EXERCISE PROMPT: Determine the number of lines in the data below that contain the string "Ashi", and respond with that number alone.

ENTRIES SHOWN:
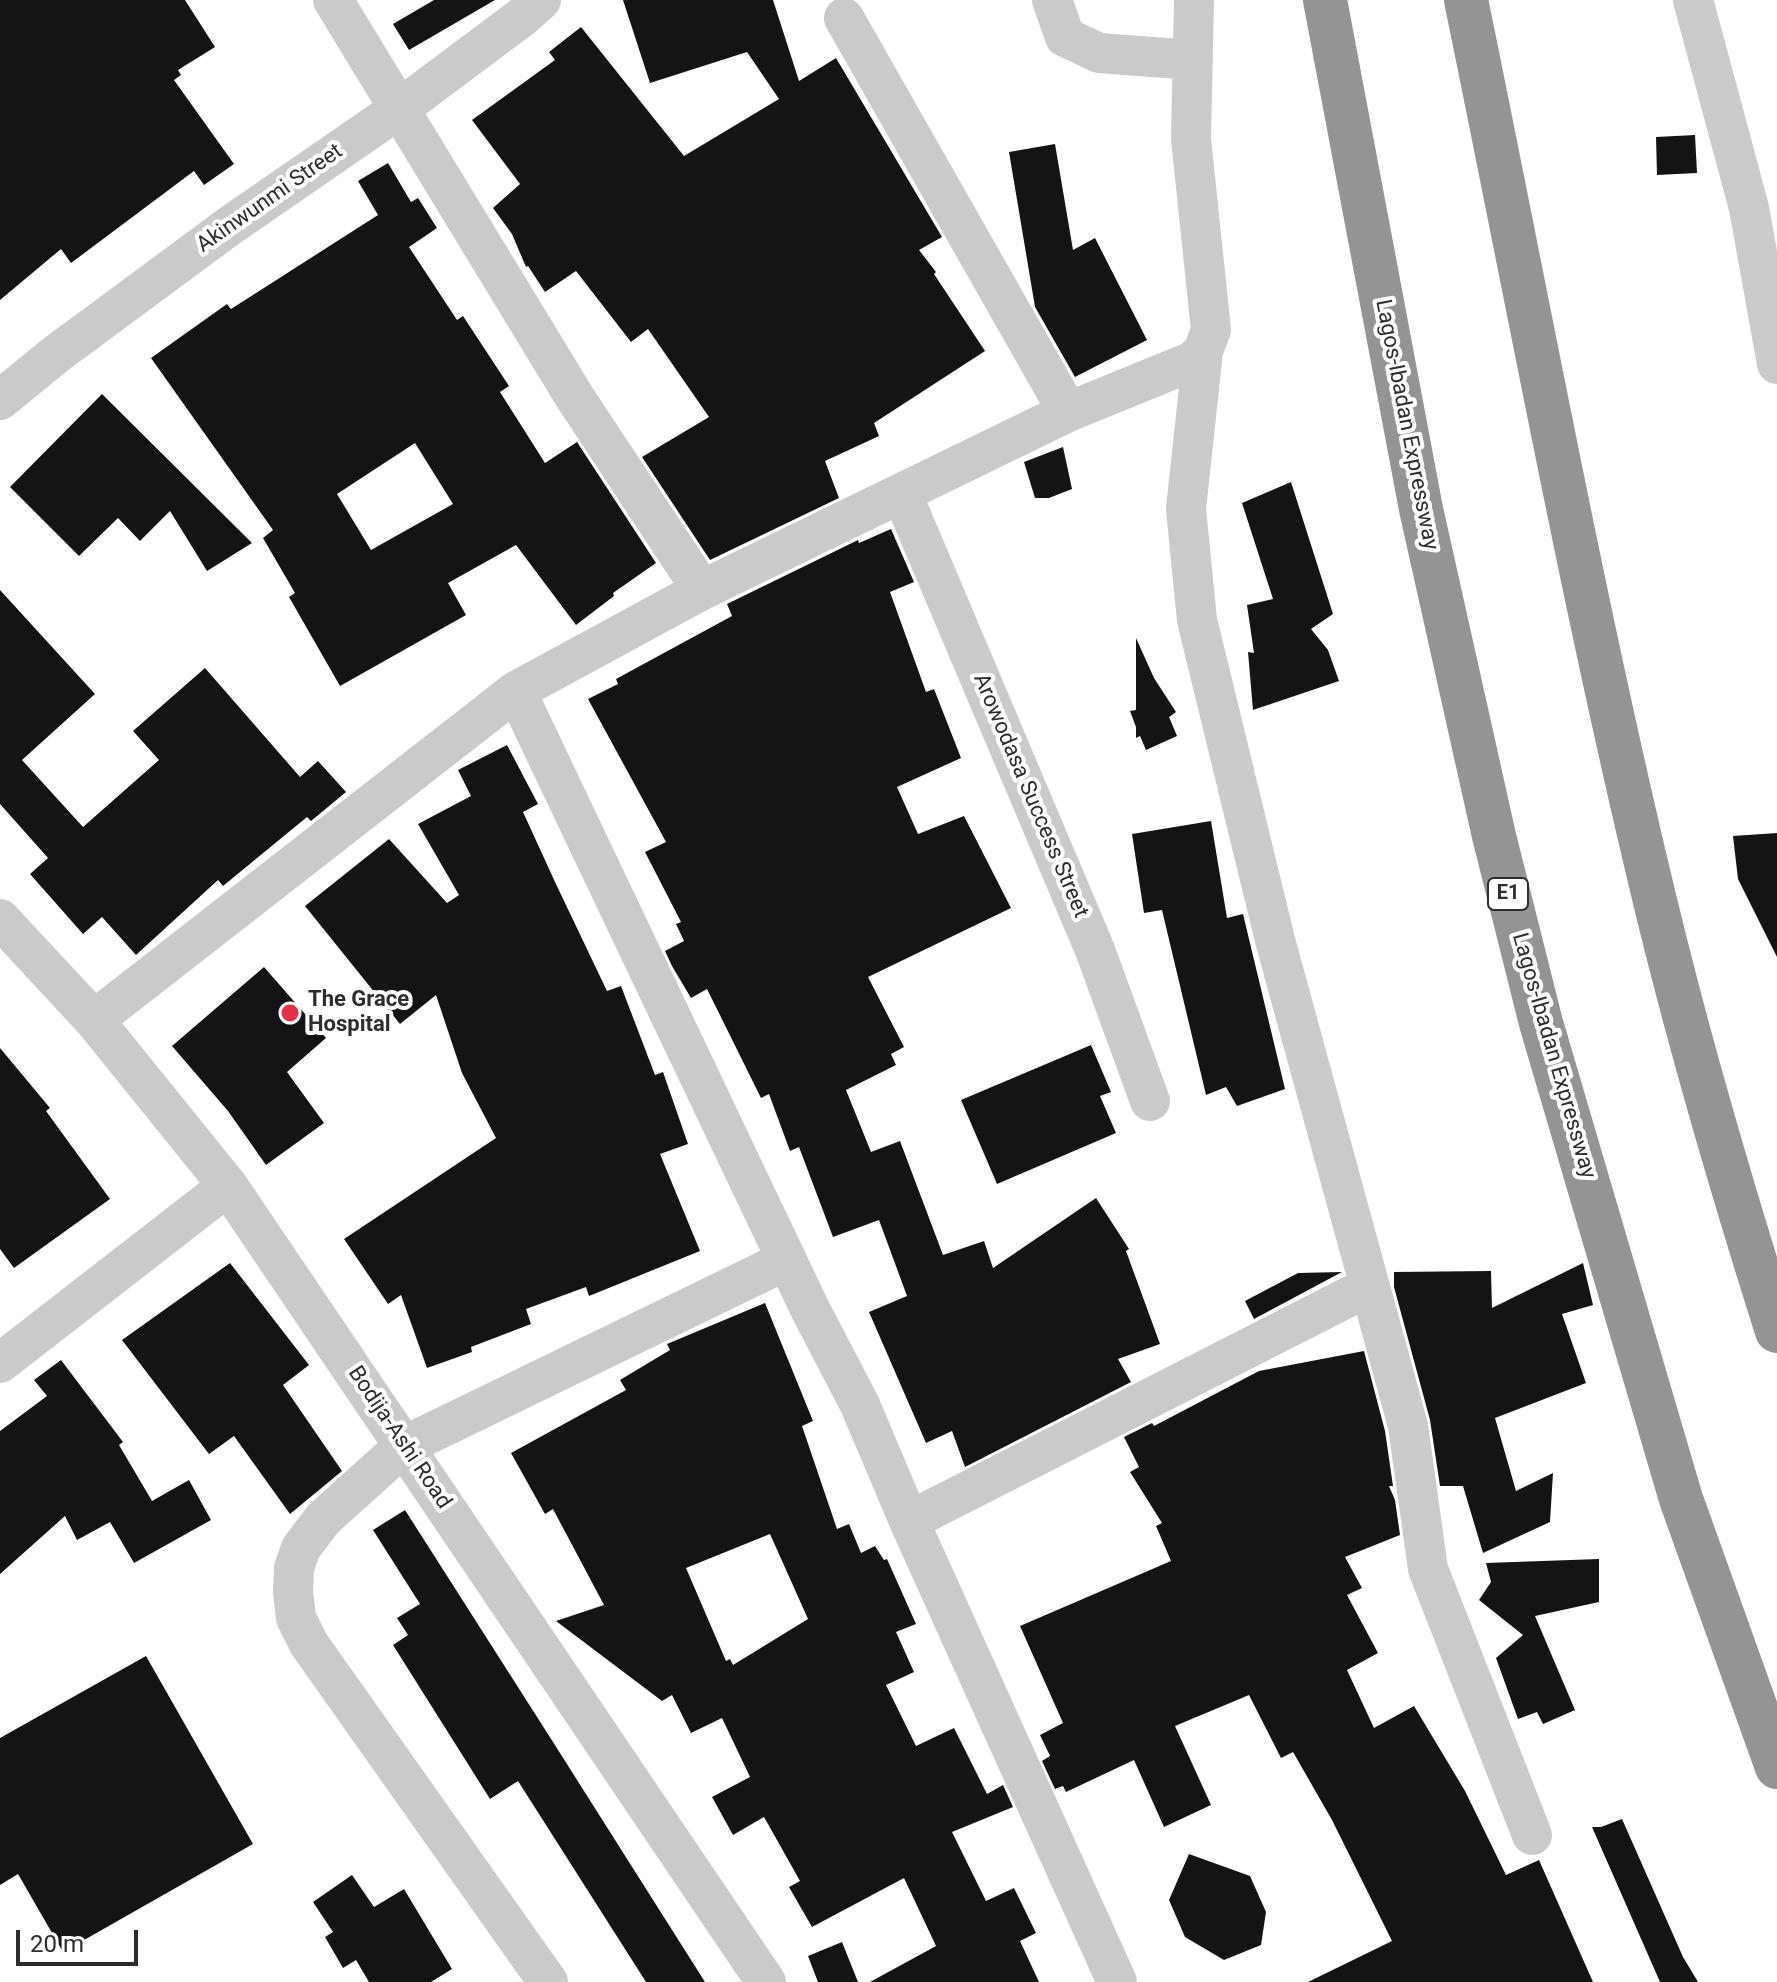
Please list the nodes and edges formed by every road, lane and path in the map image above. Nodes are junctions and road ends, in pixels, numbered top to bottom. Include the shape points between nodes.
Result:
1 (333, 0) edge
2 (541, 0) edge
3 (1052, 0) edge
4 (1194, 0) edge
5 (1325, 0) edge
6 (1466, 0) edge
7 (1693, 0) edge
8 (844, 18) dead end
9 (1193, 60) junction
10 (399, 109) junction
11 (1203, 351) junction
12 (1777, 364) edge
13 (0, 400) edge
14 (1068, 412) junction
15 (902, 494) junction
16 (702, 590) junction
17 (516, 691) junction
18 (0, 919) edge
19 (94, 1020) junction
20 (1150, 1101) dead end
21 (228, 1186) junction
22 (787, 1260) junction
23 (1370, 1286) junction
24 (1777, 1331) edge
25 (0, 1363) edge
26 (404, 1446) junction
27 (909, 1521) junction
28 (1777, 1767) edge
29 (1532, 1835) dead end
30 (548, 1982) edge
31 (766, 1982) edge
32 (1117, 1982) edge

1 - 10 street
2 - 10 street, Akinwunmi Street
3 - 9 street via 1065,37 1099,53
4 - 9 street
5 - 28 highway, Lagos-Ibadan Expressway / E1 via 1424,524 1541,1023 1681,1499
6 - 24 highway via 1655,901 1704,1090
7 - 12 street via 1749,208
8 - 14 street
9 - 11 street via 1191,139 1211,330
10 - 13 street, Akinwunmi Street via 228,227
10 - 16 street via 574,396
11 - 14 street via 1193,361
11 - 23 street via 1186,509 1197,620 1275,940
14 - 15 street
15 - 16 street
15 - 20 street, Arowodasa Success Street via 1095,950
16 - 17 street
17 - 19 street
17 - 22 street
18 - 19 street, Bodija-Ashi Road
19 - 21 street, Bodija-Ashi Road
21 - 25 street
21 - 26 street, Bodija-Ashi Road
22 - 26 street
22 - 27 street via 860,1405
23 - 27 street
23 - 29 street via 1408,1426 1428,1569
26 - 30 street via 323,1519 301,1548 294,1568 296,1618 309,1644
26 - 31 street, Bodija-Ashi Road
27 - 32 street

TASK SOLUTION: 4